The following schedule reflects a recent market survey regarding the estimated annual sales revenue from the expansion project over the project’s five-year life:
Level of Demand | ₦’000 | Probability |
---|---|---|
High | 16,000 | 0.25 |
Medium | 12,000 | 0.50 |
Low | 8,000 | 0.25 |
It is expected that the contribution to sales ratio will be 50%. Additional expenditure on fixed overheads is expected to be ₦1,800,000 per annum. TL incurs a 20% tax rate on corporate profits. Corporate tax is paid one year in arrears.
TL’s after-tax nominal (money) discount rate is 15.5% per annum. A uniform inflation rate of 5% per annum will apply to all costs and revenues during the life of the project. All of the values above have been expressed in terms of current prices.
You can assume that all cash flows occur at the end of each year and that the initial investment does not qualify for capital allowances.
Required:
a.
i. Evaluate the proposed expansion from a financial perspective. (10 Marks)

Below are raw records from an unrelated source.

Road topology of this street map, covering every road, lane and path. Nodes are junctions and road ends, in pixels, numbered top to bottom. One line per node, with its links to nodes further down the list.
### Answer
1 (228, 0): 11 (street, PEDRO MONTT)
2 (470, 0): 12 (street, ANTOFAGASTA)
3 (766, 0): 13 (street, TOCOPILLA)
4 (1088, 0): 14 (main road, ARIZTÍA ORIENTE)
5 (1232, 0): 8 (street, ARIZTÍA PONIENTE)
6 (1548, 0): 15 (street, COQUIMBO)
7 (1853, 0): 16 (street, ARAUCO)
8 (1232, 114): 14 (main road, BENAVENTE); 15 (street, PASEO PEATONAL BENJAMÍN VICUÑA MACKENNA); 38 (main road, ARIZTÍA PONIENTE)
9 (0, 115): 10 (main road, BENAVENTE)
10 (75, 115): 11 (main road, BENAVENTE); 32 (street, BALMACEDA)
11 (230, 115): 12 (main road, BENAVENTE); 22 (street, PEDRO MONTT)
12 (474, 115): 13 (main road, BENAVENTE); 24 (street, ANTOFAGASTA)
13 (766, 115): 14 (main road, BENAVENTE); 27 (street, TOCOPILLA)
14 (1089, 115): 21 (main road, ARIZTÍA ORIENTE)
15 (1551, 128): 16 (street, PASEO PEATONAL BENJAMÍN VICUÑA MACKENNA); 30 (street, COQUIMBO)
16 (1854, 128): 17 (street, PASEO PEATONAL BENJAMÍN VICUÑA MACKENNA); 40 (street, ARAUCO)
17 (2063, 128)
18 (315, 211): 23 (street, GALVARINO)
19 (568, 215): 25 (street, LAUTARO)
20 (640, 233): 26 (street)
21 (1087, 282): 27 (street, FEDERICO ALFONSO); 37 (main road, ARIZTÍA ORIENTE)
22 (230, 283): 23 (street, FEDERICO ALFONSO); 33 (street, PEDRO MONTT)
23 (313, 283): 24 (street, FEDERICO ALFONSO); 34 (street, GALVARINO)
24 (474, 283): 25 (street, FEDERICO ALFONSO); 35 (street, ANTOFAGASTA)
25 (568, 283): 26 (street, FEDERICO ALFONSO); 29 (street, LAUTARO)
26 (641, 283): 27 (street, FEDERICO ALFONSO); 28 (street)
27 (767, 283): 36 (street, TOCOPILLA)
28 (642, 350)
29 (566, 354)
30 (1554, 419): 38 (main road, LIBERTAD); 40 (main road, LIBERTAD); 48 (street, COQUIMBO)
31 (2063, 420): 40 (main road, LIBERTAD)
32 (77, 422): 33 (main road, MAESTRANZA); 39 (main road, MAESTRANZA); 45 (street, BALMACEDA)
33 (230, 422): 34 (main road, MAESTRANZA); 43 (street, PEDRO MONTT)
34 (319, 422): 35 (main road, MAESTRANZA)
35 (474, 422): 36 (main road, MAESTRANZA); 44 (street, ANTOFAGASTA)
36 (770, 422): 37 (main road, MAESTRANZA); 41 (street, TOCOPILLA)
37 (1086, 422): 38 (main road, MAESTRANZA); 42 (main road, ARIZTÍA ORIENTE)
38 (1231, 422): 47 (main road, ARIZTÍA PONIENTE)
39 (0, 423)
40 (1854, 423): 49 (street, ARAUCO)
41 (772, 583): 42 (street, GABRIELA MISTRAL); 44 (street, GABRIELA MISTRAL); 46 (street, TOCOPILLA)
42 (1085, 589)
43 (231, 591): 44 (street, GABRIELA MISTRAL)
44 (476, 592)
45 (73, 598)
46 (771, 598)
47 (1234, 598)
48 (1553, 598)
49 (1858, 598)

ii. Calculate and interpret the sensitivity of the project to changes in:
- The expected annual contribution (3 Marks)
- The tax rate (2 Marks)
b.
You have now been advised that the capital cost of the expansion will qualify for written down allowances at the rate of 25% per annum on a reducing balance basis. Also, at the end of the project’s life, a balancing charge or allowance will arise equal to the difference between the scrap proceeds and the tax written down value.
You are required to calculate the financial impact of these allowances. (5 Marks)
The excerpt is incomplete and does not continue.